● RECORDS PROVIDED:
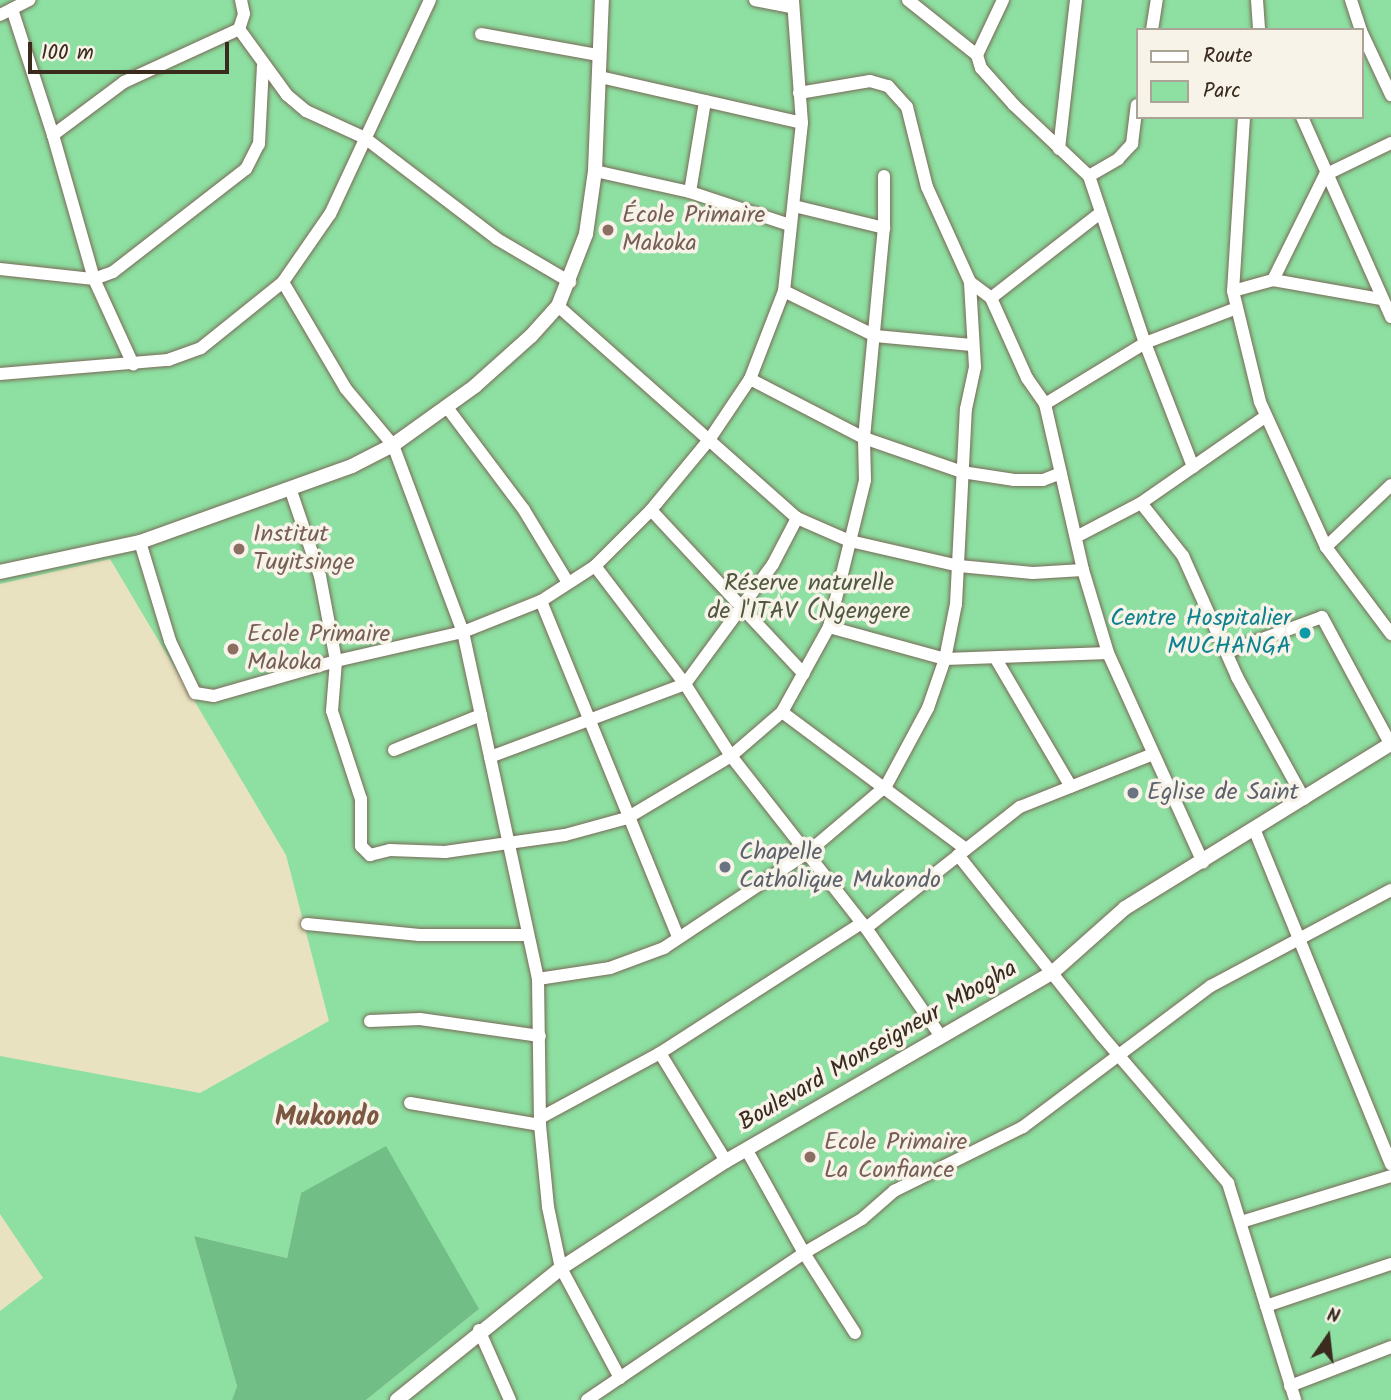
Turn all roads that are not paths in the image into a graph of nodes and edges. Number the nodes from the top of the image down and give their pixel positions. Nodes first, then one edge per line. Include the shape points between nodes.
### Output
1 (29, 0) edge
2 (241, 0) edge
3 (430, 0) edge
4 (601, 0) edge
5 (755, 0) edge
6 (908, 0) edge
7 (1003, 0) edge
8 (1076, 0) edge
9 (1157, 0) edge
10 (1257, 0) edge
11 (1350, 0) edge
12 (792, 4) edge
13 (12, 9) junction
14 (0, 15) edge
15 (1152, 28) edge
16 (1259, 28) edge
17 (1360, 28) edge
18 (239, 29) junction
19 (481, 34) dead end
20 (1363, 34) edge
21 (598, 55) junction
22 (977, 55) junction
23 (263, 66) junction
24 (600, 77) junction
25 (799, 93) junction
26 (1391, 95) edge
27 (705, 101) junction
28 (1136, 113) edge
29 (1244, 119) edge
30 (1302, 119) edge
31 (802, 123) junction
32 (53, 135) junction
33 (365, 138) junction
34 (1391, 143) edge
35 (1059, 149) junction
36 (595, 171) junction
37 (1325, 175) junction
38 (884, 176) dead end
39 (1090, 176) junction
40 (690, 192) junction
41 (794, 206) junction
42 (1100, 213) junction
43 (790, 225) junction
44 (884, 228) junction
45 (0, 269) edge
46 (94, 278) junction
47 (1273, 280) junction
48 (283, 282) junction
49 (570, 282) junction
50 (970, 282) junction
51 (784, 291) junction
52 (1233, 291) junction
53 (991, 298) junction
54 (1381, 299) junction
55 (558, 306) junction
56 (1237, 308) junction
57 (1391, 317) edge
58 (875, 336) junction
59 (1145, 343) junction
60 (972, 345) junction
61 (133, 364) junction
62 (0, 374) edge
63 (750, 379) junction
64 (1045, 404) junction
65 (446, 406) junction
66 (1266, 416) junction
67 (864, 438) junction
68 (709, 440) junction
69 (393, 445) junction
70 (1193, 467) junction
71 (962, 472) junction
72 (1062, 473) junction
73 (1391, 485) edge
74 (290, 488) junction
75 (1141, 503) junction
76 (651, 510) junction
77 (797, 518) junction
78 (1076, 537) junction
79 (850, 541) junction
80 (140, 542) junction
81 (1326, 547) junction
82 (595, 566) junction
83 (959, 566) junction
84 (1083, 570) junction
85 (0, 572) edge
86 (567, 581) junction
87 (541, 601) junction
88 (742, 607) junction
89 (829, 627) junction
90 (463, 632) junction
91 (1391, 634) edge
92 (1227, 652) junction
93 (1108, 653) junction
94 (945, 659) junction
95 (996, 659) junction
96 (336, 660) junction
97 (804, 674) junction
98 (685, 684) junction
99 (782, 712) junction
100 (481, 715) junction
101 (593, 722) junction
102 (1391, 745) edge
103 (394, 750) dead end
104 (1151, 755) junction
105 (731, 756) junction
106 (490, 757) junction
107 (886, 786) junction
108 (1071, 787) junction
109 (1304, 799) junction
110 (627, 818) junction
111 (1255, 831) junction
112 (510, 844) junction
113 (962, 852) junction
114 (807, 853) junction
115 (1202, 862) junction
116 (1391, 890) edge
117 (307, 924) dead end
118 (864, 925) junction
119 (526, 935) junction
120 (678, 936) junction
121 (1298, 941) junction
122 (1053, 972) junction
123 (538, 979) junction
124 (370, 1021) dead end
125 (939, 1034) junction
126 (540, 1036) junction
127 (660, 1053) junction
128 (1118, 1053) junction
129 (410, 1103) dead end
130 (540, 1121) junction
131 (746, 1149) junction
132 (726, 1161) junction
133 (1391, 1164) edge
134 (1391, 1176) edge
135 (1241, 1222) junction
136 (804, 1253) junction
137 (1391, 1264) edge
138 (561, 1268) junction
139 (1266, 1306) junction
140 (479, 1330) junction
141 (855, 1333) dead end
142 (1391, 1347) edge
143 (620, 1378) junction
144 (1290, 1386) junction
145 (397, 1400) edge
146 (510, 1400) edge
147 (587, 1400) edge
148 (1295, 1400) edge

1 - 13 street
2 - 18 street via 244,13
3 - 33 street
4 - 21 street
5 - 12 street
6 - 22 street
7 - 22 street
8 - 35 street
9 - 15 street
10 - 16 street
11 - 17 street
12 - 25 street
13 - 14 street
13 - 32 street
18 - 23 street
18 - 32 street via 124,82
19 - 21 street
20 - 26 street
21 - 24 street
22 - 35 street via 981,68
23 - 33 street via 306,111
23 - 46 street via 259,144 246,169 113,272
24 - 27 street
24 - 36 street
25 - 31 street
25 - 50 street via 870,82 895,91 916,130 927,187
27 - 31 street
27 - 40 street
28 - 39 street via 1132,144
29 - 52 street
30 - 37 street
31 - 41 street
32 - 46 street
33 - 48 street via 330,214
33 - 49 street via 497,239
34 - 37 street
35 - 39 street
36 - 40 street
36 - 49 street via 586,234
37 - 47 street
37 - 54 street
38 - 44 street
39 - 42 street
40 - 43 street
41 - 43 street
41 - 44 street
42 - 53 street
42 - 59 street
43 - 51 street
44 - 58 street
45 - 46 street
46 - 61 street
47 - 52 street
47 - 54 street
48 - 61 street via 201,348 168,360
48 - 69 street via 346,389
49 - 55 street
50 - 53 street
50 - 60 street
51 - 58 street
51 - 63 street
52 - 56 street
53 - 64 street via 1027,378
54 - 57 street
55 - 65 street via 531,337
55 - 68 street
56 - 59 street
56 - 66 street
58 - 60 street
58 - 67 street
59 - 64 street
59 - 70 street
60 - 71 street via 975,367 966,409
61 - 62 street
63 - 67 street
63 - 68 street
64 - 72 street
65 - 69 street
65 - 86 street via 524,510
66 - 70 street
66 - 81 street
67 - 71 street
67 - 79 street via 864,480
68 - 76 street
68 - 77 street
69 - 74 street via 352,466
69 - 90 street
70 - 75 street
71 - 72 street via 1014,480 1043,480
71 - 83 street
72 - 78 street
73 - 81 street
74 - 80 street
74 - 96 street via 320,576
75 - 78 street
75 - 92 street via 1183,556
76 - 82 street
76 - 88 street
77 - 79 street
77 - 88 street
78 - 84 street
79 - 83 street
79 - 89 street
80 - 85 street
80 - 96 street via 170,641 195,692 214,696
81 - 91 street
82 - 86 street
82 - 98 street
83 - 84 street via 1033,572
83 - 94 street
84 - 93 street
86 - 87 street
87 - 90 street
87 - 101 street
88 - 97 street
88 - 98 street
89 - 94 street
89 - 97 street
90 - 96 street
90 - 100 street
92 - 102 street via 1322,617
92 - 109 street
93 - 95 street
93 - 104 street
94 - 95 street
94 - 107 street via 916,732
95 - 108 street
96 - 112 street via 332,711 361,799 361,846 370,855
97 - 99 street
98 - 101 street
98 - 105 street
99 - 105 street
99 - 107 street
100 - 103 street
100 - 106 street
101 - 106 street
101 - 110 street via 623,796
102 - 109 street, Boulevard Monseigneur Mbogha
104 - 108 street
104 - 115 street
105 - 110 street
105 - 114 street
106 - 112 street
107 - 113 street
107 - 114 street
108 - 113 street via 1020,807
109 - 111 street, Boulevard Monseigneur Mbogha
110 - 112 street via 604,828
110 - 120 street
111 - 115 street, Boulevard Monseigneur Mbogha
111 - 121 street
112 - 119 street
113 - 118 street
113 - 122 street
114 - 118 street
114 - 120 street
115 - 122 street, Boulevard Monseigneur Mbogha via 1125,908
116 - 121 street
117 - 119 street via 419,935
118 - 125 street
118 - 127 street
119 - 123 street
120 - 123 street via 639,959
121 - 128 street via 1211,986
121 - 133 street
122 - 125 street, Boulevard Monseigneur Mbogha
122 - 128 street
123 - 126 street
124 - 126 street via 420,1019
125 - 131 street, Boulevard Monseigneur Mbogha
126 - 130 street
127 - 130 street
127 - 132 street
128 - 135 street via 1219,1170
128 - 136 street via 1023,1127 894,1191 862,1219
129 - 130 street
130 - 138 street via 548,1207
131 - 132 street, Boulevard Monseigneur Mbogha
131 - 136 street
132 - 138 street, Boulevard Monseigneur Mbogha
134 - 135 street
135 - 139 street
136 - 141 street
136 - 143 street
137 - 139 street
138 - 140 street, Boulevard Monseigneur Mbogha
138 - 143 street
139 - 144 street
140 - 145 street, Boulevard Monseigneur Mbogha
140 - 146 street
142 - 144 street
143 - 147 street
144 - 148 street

* * *

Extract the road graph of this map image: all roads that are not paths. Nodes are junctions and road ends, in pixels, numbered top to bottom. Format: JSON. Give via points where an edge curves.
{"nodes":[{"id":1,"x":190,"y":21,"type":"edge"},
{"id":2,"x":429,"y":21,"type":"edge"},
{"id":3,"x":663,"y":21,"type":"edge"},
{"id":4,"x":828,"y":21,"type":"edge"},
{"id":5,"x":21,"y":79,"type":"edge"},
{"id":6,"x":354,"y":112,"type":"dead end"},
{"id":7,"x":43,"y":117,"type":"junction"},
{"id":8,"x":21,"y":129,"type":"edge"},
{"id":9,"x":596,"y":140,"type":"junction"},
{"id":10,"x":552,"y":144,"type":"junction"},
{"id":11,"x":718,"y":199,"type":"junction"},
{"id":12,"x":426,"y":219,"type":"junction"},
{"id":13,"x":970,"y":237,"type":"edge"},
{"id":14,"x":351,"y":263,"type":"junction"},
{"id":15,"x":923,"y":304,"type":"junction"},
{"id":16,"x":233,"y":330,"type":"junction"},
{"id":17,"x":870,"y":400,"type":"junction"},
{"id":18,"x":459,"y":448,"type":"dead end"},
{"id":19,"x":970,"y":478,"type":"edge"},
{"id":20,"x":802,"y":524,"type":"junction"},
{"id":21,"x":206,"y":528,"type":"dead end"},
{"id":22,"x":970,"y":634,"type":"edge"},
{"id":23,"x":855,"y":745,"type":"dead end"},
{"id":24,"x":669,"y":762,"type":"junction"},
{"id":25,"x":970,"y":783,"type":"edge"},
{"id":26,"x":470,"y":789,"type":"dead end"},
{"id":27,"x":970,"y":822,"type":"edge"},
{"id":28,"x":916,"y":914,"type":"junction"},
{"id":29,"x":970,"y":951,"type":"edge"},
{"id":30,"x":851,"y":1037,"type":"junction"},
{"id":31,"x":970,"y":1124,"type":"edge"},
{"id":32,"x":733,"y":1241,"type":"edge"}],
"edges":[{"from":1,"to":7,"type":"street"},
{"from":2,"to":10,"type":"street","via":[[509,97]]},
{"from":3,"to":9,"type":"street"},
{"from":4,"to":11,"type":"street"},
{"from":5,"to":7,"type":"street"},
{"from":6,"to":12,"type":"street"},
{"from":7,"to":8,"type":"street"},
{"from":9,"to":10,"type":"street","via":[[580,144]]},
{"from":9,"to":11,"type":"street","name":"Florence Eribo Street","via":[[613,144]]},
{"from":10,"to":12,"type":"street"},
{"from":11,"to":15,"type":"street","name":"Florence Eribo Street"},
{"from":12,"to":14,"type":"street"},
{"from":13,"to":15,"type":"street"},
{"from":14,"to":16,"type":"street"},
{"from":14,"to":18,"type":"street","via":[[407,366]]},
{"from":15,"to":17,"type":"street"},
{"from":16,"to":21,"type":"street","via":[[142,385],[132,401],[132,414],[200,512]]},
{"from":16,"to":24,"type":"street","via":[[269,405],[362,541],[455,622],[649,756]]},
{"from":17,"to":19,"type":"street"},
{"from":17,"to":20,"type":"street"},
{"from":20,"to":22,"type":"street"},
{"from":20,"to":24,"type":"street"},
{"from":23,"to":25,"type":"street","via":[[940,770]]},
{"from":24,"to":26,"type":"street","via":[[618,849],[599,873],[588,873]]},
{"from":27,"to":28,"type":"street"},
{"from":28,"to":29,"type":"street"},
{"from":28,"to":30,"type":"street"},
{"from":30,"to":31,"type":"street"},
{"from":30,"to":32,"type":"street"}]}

● WORK ITEM:
Your response should contain each line of the entries above that holds the string "dead".

● OUTPUT FOR THIS TASK:
19 (481, 34) dead end
38 (884, 176) dead end
103 (394, 750) dead end
117 (307, 924) dead end
124 (370, 1021) dead end
129 (410, 1103) dead end
141 (855, 1333) dead end
{"id":6,"x":354,"y":112,"type":"dead end"},
{"id":18,"x":459,"y":448,"type":"dead end"},
{"id":21,"x":206,"y":528,"type":"dead end"},
{"id":23,"x":855,"y":745,"type":"dead end"},
{"id":26,"x":470,"y":789,"type":"dead end"},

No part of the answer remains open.